The current minimum legal drinking age is too strict and arbitrary to foster a healthy culture around alcohol.

As a legal adult, you can join the military, sign a contract or rent an apartment, but you cannot legally purchase or consume alcohol until the age of 21. Lawmakers in Wisconsin may soon change that, having proposed a bill that lowers the state’s drinking age to 19. The bill comes from Republican state Reps. Adam Jarchow, Cindi Duchow and Rob Swearingen, and was proposed partly in the hope that a lower drinking age, one that allows college students to legally consume alcohol, would end the need for, as Rep. Jarchow described, “countless hours and hundreds of thousands of dollars” spent on the enforcement of drinking laws. This is especially true on college campuses, where underage drinking is a given — the figures on how many college students who consume alcohol range from about 60 to 80 percent.  

Besides saving money and time enforcing underage drinking laws, lowering the drinking age could also be a turning point in America’s alcohol culture. Nearly three Americans in 100,000 die of alcohol consumption per year. In Italy, the ratio is 0.37, though the legal drinking age is 16; in the United Kingdom, 1.70, with a legal drinking age of 18; Australia’s rate is 1.43, with a legal drinking age of 18. In the 1970s, Australia changed its legal drinking age to 18, and alcohol consumption in Australia has declined by 25 percent since the 1970s. The United States is only one of six countries with a legal drinking age of 21, with 18 being by far the most common. 

The drinking culture in the U.S. is often unhealthy, especially among young people. The minimum legal drinking age, or MLDA, being 21 creates a kind of “forbidden fruit” culture around alcohol, causing young people to drink in unregulated environments and decide among themselves what “normal” drinking habits look like. In countries where the drinking age is lower, young people more frequently consume alcohol in environments like restaurants, family functions and other, more constrained social situations where they observe alcohol being consumed responsibly. 

In college, alcohol culture is not so much informed by these kind of “safe” environments. Instead, we just have stressed-out college students drinking as much as humanly possible, trying to relish in the few nights per week when they’re “allowed” to drink. If alcohol just became a normal part of life, taught by example from a young age to be enjoyed in moderation, college drinking habits would naturally become less frenzied and rebellious. 
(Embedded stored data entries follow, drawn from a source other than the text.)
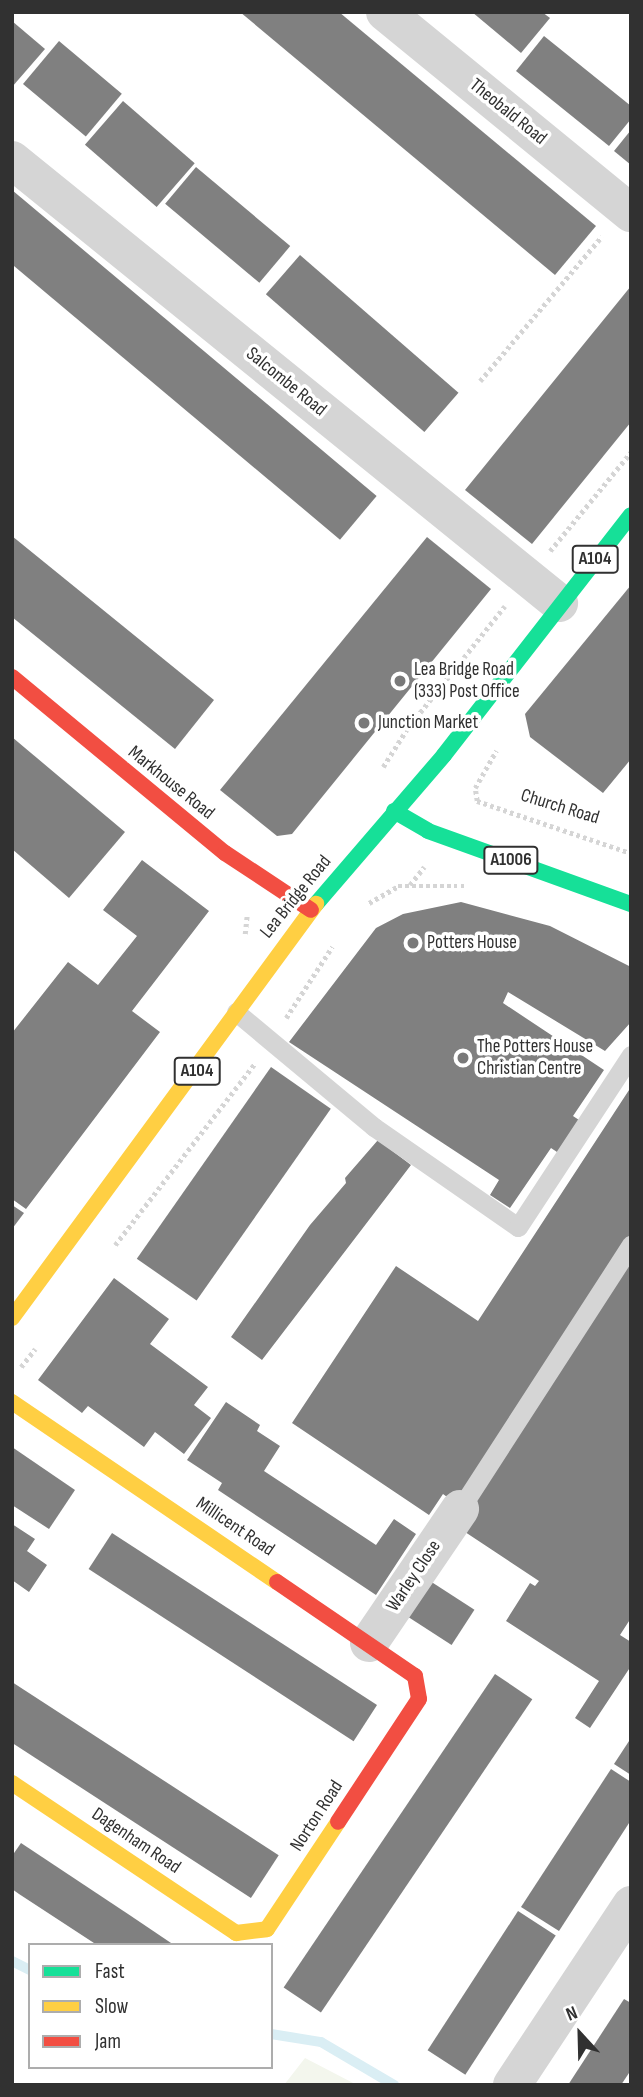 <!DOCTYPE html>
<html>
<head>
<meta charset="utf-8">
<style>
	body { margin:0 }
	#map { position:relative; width:643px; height:2097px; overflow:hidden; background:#fff; font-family:"Sofia Sans Condensed",sans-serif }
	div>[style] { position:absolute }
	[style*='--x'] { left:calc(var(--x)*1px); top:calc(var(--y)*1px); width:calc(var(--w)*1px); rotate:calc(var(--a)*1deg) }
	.green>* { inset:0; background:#f3f6ed }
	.stream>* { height:10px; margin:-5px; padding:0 5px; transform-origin:5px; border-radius:5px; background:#daeef4 }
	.building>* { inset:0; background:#808080; transform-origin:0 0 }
	.path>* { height:4.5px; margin-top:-2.25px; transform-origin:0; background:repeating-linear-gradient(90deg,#d5d5d5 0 3.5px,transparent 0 7px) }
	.lane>* { height:19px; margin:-9.5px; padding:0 9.5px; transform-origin:9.5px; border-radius:9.5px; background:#d5d5d5 }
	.street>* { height:38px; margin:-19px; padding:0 19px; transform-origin:19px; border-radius:19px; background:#d5d5d5 }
	.fast>* { height:16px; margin:-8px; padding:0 8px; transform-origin:8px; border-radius:8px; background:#16e098 }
	.slow>* { height:16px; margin:-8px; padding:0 8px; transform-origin:8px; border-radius:8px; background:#ffcf43 }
	.jam>* { height:16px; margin:-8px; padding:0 8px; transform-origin:8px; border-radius:8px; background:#f24e42 }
	.dots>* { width:19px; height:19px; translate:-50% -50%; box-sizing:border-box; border:4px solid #fff; border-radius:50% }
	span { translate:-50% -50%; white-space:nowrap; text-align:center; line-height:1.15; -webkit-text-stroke:7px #fff; paint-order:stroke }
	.shield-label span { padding:2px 5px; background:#fff; border:2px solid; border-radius:5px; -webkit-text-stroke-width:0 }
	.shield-label { font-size:18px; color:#313131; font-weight:700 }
	.street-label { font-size:19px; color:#313131 }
	.poi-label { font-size:19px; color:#313131 }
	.left { translate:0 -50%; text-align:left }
	.frame { position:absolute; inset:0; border:14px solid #313131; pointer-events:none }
	.legend { position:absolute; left:28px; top:1943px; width:245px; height:126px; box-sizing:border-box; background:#fff; border:2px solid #adadad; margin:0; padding:9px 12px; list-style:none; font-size:21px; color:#313131 }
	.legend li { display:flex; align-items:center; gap:14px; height:35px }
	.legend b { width:35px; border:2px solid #adadad }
	.north { position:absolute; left:545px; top:1999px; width:70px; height:70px; -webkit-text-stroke:5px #fff; paint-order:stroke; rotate:338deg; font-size:19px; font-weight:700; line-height:28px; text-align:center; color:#313131 }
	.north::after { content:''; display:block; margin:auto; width:24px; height:32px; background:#313131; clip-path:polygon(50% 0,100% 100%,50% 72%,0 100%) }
</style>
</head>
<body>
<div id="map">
	<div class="green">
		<div style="clip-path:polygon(305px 2058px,357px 2085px,284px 2085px)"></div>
	</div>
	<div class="stream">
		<div style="--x:12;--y:1961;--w:20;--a:27"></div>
		<div style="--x:271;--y:2034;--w:51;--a:9.1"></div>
		<div style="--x:321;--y:2042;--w:85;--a:30.5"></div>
	</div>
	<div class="building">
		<div style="clip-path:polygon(240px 12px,339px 12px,596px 226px,555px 275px)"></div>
		<div style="clip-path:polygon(472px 12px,542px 12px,550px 18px,521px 53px)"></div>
		<div style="clip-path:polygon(12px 21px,45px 49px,12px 87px)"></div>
		<div style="clip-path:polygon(544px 36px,631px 106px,631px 119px,609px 146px,516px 71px)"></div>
		<div style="left:59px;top:41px;width:82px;height:56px;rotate:40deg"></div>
		<div style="left:123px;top:101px;width:95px;height:58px;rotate:41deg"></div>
		<div style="clip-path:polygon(631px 130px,631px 165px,614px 151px)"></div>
		<div style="left:196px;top:167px;width:123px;height:48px;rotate:40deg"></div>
		<div style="left:12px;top:190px;width:476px;height:57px;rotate:40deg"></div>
		<div style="left:300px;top:255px;width:210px;height:52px;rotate:41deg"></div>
		<div style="clip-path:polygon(631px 286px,631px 422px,532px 544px,465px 490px)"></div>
		<div style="clip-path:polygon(12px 536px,214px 700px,175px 749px,12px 617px)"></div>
		<div style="clip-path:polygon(427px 537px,491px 589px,292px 834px,277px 836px,220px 790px)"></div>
		<div style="clip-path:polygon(631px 585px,631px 759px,603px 793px,530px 737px,525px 714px)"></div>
		<div style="clip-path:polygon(12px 737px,125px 832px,69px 898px,12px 849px)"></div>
		<div style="clip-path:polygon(142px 860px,209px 911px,132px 1011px,160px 1032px,26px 1209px,12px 1199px,12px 1033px,68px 962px,98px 985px,137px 936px,103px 910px)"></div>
		<div style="clip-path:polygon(461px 902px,550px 926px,631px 967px,631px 1022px,605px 1051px,508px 992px,503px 1003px,604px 1070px,573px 1116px,582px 1122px,560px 1154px,551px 1148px,510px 1208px,490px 1195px,499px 1180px,289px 1042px,376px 928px,403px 914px)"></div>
		<div style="left:271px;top:1067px;width:73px;height:234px;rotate:35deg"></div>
		<div style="clip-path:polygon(631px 1087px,631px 1234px,458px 1505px,443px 1494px,429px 1515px,292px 1423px,396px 1266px,478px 1321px)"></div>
		<div style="clip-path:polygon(378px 1140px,411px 1165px,262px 1360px,231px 1337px,310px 1225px,346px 1183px,345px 1178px)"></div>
		<div style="clip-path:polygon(12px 1205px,24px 1213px,12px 1229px)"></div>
		<div style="clip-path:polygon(631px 1260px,631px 1618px,620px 1635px,631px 1642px,631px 1666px,590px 1728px,575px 1718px,599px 1681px,506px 1621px,530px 1583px,535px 1586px,539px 1581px,459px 1528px)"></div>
		<div style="clip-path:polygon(114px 1278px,169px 1319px,150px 1344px,208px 1387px,194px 1405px,211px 1418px,184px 1454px,155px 1432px,144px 1447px,88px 1406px,82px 1413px,38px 1380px)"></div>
		<div style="clip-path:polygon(226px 1402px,260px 1425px,257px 1431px,280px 1446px,264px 1471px,376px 1545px,394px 1519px,416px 1534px,376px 1595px,218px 1490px,222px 1483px,187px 1460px)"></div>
		<div style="clip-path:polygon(12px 1447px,75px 1490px,49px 1529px,12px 1505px)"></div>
		<div style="clip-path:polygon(12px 1524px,35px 1539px,27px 1551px,47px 1565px,29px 1592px,12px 1580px)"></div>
		<div style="left:112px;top:1533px;width:316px;height:43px;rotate:33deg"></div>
		<div style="left:430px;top:1581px;width:53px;height:42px;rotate:33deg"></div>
		<div style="left:495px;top:1674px;width:45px;height:378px;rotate:34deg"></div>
		<div style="left:12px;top:1682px;width:318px;height:51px;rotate:33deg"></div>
		<div style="clip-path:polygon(631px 1738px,631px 1775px,614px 1764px)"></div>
		<div style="clip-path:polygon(611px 1769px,631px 1782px,631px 1820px,559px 1931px,521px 1907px)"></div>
		<div style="clip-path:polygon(21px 1843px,131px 1916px,174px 1945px,97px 1945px,19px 1894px,12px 1889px,12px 1856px)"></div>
		<div style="left:518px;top:1911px;width:45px;height:166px;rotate:33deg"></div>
		<div style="clip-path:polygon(624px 1999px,631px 2003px,631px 2070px,621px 2085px,568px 2085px)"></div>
	</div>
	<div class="path">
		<div style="--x:480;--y:381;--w:189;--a:-49.9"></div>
		<div style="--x:550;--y:551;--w:128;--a:-50.7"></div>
		<div style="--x:383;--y:767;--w:45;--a:-57.7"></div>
		<div style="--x:407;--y:729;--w:157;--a:-51.5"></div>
		<div style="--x:477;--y:801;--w:13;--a:-99"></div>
		<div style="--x:475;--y:788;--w:43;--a:-60.4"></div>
		<div style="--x:477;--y:801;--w:163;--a:18.7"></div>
		<div style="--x:410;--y:885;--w:23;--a:-52"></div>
		<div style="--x:369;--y:903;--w:34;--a:-30"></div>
		<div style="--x:398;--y:886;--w:70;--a:0"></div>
		<div style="--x:245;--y:934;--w:19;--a:-84"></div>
		<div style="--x:286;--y:1018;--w:85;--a:-57.1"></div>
		<div style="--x:115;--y:1245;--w:230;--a:-52.4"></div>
		<div style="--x:21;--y:1367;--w:23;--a:-52"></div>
	</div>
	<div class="lane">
		<div style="--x:236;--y:1012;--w:180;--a:39.8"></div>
		<div style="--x:374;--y:1127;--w:175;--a:34.8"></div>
		<div style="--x:518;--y:1227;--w:206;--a:-56.7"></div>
		<div style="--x:460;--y:1509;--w:315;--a:-57.1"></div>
	</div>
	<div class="street">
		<div style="--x:385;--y:12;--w:318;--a:39.3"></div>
		<div style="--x:12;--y:160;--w:704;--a:39"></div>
		<div style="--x:369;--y:1643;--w:162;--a:-55.8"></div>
		<div style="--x:512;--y:2085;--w:216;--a:-56.5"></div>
	</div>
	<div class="fast">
		<div style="--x:394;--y:811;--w:39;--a:30"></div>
		<div style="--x:428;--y:831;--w:216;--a:19.8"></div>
		<div style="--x:316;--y:904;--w:196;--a:-49.3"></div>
		<div style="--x:444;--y:755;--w:304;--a:-52.1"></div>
	</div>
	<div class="slow">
		<div style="--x:12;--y:1318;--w:514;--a:-53.71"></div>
		<div style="--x:12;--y:1402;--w:320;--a:34.2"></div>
		<div style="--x:12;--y:1783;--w:270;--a:33.8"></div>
		<div style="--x:236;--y:1933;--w:31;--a:-7"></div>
		<div style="--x:267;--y:1929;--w:128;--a:-56.4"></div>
	</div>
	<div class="jam">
		<div style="--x:12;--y:677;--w:276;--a:39.6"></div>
		<div style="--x:225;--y:853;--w:103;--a:33.5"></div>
		<div style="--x:277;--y:1582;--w:167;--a:34.3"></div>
		<div style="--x:415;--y:1676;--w:23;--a:80"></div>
		<div style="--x:419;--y:1699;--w:147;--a:123.4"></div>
	</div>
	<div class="dots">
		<div style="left:400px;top:681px;background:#797979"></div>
		<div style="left:364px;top:723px;background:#797979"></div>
		<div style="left:413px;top:943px;background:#797979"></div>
		<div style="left:463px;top:1058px;background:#797979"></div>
	</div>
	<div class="shield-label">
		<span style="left:595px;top:559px">A104</span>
		<span style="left:511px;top:860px">A1006</span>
		<span style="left:197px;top:1071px">A104</span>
	</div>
	<div class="street-label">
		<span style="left:508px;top:112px;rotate:39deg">Theobald Road</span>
		<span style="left:286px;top:382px;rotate:39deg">Salcombe Road</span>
		<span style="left:171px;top:783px;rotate:39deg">Markhouse Road</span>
		<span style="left:560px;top:807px;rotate:17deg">Church Road</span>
		<span style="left:296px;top:897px;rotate:-51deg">Lea Bridge Road</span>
		<span style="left:235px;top:1527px;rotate:34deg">Millicent Road</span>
		<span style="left:414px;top:1576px;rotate:-56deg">Warley Close</span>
		<span style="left:317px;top:1816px;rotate:-57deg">Norton Road</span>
		<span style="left:136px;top:1841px;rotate:34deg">Dagenham Road</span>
	</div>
	<div class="poi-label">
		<span class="left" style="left:414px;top:681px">Lea Bridge Road<br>(333) Post Office</span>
		<span class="left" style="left:378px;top:723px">Junction Market</span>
		<span class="left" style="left:427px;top:943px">Potters House</span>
		<span class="left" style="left:477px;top:1058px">The Potters House<br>Christian Centre</span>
	</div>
	<div class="frame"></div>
	<ul class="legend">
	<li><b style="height:9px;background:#16e098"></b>Fast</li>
	<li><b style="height:9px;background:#ffcf43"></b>Slow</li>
	<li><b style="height:9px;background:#f24e42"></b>Jam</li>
	</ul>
	<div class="north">N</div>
</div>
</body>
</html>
The underlying point of this fact is that the current MLDA is ineffective anyway. Alcohol consumption has already become so normalized and widespread on college campuses that the MLDA is essentially obsolete and only serves to force the behavior into private environments, which create unsafe situations where young people experiment with alcohol and risk disastrous consequences. By working to alter our alcohol culture — not only by lowering the legal drinking age, but through teaching by example how to enjoy alcohol responsibly — we could see widespread positive changes, on college campuses in particular. 

By exposing the problems of underage drinking, we could see negative consequences of college drinking, like fake ID misdemeanors, sexual assault, alcohol poisoning and other alcohol-related injuries, diminish and potentially even save lives as a result.